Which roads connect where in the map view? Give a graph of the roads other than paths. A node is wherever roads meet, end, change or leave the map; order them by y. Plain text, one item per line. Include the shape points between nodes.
==
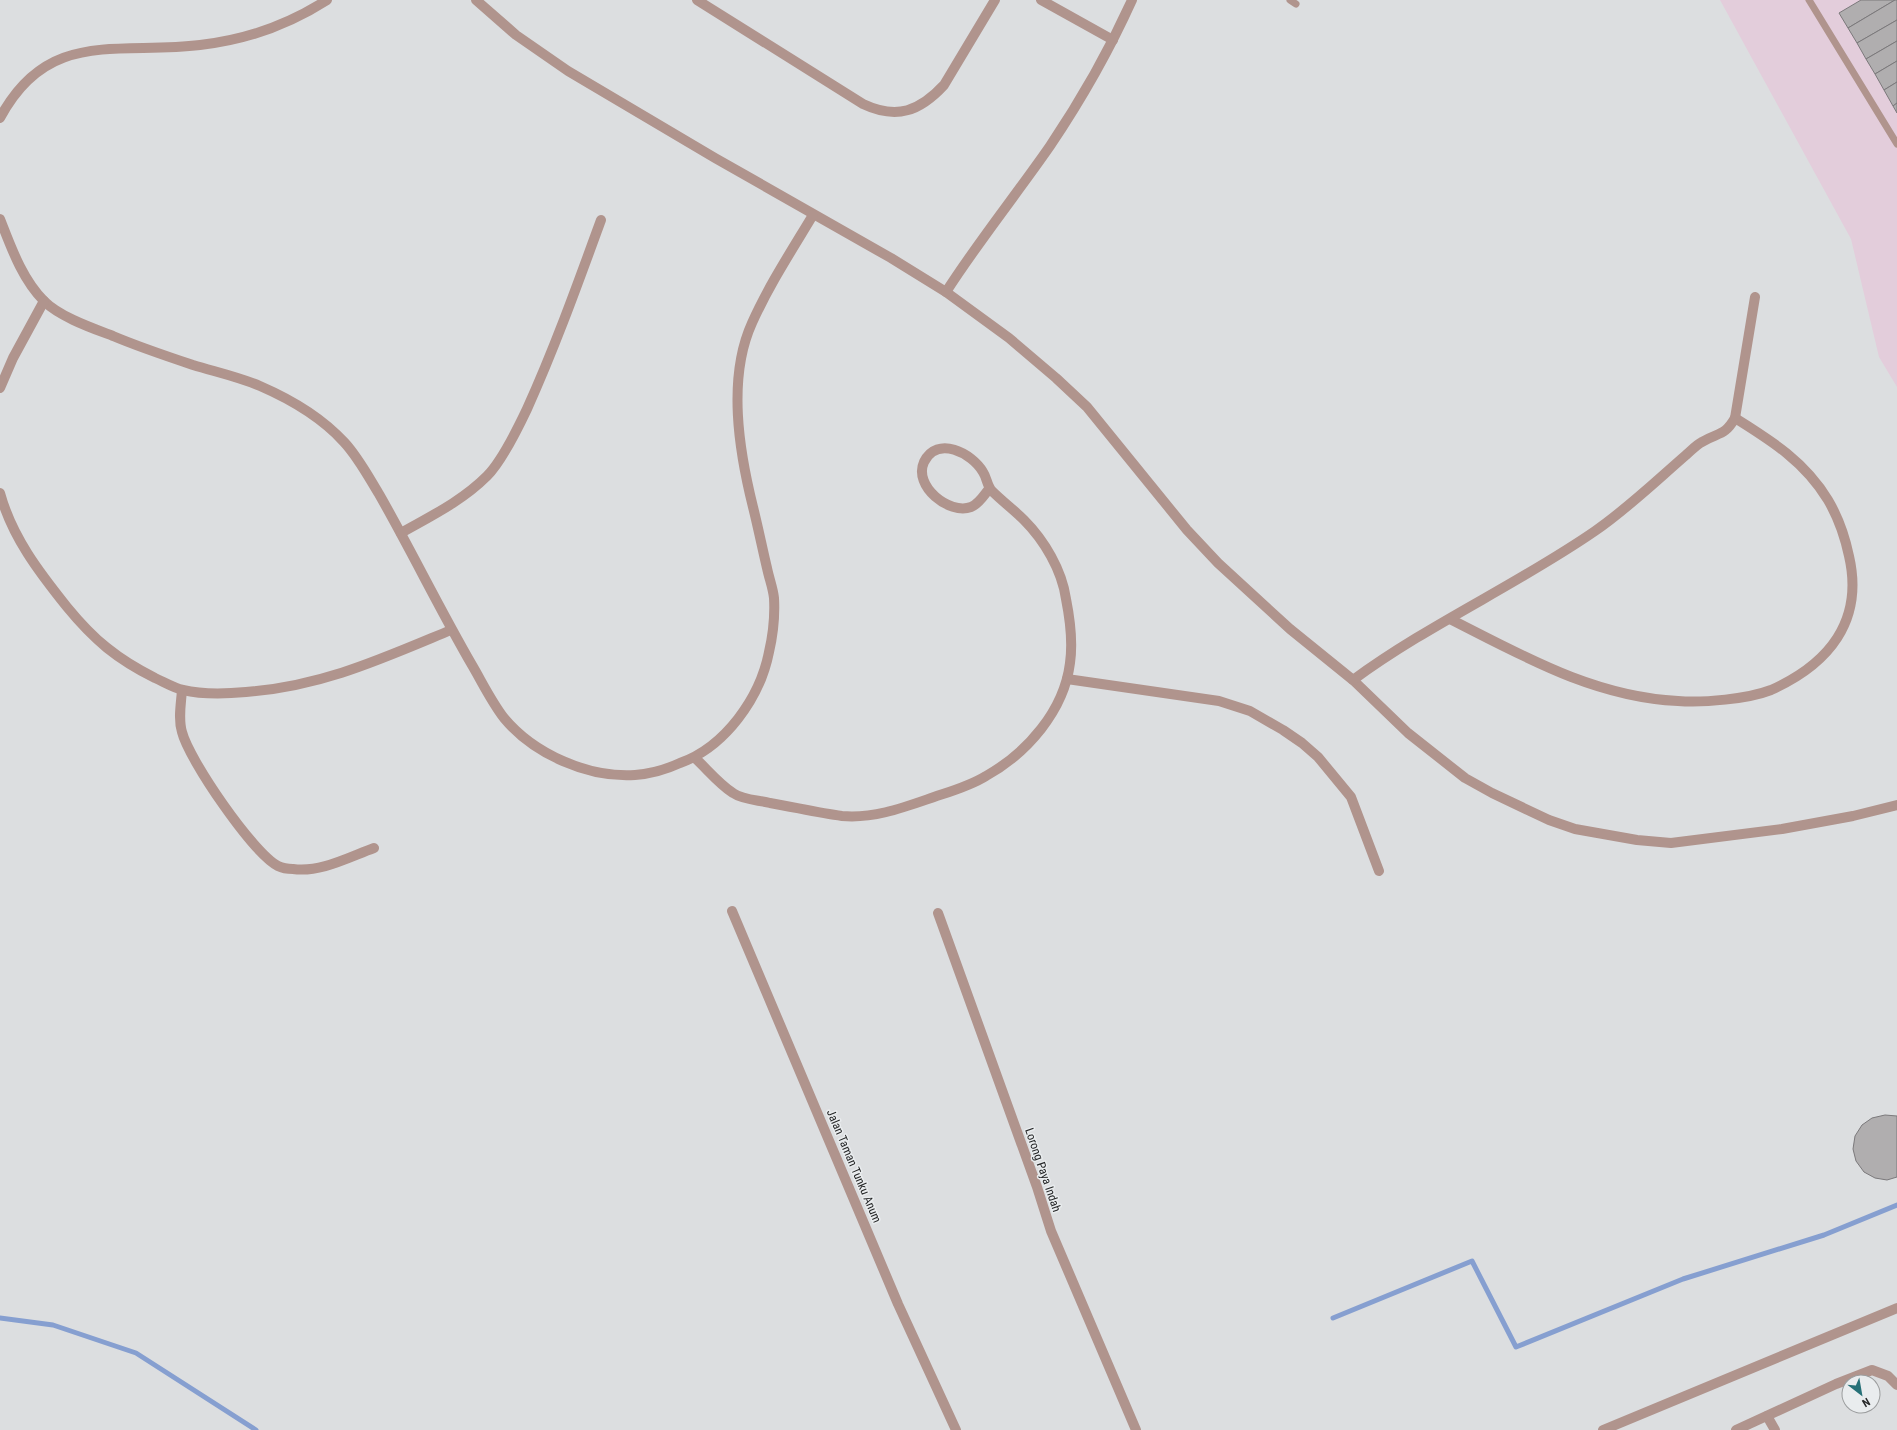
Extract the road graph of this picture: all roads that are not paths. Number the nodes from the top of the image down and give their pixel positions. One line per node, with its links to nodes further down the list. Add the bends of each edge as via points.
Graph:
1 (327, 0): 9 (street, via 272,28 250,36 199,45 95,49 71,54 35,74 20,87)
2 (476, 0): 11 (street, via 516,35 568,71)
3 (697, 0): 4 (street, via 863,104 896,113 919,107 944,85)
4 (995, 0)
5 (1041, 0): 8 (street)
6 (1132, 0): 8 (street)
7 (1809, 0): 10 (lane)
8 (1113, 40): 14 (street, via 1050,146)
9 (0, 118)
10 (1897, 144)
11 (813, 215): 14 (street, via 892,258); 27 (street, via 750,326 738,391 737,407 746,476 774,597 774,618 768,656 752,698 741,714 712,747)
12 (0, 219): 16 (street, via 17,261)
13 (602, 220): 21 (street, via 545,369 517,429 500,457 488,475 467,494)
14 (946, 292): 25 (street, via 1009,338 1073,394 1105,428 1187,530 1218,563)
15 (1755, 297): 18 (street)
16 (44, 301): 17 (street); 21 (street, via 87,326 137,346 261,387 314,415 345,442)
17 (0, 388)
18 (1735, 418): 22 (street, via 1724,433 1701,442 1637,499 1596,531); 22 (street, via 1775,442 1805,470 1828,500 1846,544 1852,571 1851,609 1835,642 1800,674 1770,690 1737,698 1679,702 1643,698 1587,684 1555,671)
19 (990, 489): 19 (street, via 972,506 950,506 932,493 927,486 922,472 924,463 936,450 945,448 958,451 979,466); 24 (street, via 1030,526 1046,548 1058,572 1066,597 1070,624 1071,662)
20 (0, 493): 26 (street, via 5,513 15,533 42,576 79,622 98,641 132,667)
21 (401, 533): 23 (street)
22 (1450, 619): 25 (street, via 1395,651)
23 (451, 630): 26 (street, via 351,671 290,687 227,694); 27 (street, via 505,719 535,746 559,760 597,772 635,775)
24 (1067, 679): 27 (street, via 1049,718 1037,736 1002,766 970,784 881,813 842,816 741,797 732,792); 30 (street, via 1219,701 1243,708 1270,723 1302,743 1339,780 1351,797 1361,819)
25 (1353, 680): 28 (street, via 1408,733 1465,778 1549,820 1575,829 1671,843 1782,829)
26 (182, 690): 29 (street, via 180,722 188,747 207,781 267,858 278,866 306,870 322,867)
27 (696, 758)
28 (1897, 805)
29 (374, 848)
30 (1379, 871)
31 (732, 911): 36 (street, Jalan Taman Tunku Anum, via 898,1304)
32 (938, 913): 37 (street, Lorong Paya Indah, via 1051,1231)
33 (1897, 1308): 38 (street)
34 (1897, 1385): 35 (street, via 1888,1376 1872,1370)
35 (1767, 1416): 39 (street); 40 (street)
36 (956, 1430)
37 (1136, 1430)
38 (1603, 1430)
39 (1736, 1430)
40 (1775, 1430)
==
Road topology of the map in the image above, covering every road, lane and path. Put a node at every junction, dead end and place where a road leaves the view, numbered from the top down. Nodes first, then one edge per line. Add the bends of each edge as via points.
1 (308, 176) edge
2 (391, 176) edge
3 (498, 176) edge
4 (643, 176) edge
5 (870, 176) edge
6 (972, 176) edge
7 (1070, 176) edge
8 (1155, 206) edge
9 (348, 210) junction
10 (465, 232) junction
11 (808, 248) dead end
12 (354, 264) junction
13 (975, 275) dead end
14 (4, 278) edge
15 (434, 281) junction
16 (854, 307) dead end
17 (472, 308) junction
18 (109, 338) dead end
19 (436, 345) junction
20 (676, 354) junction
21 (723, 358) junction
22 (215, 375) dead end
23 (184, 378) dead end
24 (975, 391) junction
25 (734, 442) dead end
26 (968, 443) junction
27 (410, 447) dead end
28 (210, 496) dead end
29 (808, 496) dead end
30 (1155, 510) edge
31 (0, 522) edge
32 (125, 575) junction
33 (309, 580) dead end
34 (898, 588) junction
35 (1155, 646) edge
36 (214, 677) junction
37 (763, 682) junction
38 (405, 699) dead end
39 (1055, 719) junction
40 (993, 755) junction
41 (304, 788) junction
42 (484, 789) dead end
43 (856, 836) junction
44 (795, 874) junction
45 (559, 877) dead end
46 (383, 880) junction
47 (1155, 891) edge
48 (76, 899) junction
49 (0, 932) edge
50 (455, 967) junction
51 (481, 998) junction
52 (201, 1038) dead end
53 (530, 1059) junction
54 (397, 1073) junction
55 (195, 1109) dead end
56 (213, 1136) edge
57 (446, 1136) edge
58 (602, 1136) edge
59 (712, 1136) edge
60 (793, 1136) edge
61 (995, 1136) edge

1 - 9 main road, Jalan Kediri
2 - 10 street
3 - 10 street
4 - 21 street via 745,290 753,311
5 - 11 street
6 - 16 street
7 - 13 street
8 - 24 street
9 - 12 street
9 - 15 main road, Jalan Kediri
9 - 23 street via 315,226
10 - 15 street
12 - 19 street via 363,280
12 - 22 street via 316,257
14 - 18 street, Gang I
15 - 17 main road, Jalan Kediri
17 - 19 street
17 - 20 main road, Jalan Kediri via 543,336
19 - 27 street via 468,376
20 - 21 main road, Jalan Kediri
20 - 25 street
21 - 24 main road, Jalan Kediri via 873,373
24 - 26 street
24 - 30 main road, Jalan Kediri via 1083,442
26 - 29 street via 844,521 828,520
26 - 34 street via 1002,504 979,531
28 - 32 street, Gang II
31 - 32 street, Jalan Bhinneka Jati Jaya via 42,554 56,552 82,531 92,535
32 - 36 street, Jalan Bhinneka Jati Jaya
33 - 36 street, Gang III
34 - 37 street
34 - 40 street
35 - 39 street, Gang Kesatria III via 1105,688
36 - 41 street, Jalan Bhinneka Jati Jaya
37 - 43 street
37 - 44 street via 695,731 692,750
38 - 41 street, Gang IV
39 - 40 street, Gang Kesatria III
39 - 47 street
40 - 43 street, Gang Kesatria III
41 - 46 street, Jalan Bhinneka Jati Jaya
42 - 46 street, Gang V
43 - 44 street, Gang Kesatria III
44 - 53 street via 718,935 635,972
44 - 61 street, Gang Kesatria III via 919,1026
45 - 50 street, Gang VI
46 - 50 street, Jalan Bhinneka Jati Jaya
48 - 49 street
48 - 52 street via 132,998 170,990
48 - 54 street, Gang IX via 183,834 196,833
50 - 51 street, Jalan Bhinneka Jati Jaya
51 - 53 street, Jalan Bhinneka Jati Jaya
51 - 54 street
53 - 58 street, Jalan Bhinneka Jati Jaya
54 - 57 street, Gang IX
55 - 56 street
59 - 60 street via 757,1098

Work request ▸ Report every line in the data that holds "paths", copying each one.

The answer ▸
Which roads connect where in the map view? Give a graph of the roads other than paths. A node is wherever roads meet, end, change or leave the map; order them by y. Plain text, one item per line. Include the shape points between nodes.
Extract the road graph of this picture: all roads that are not paths. Number the nodes from the top of the image down and give their pixel positions. One line per node, with its links to nodes further down the list. Add the bends of each edge as via points.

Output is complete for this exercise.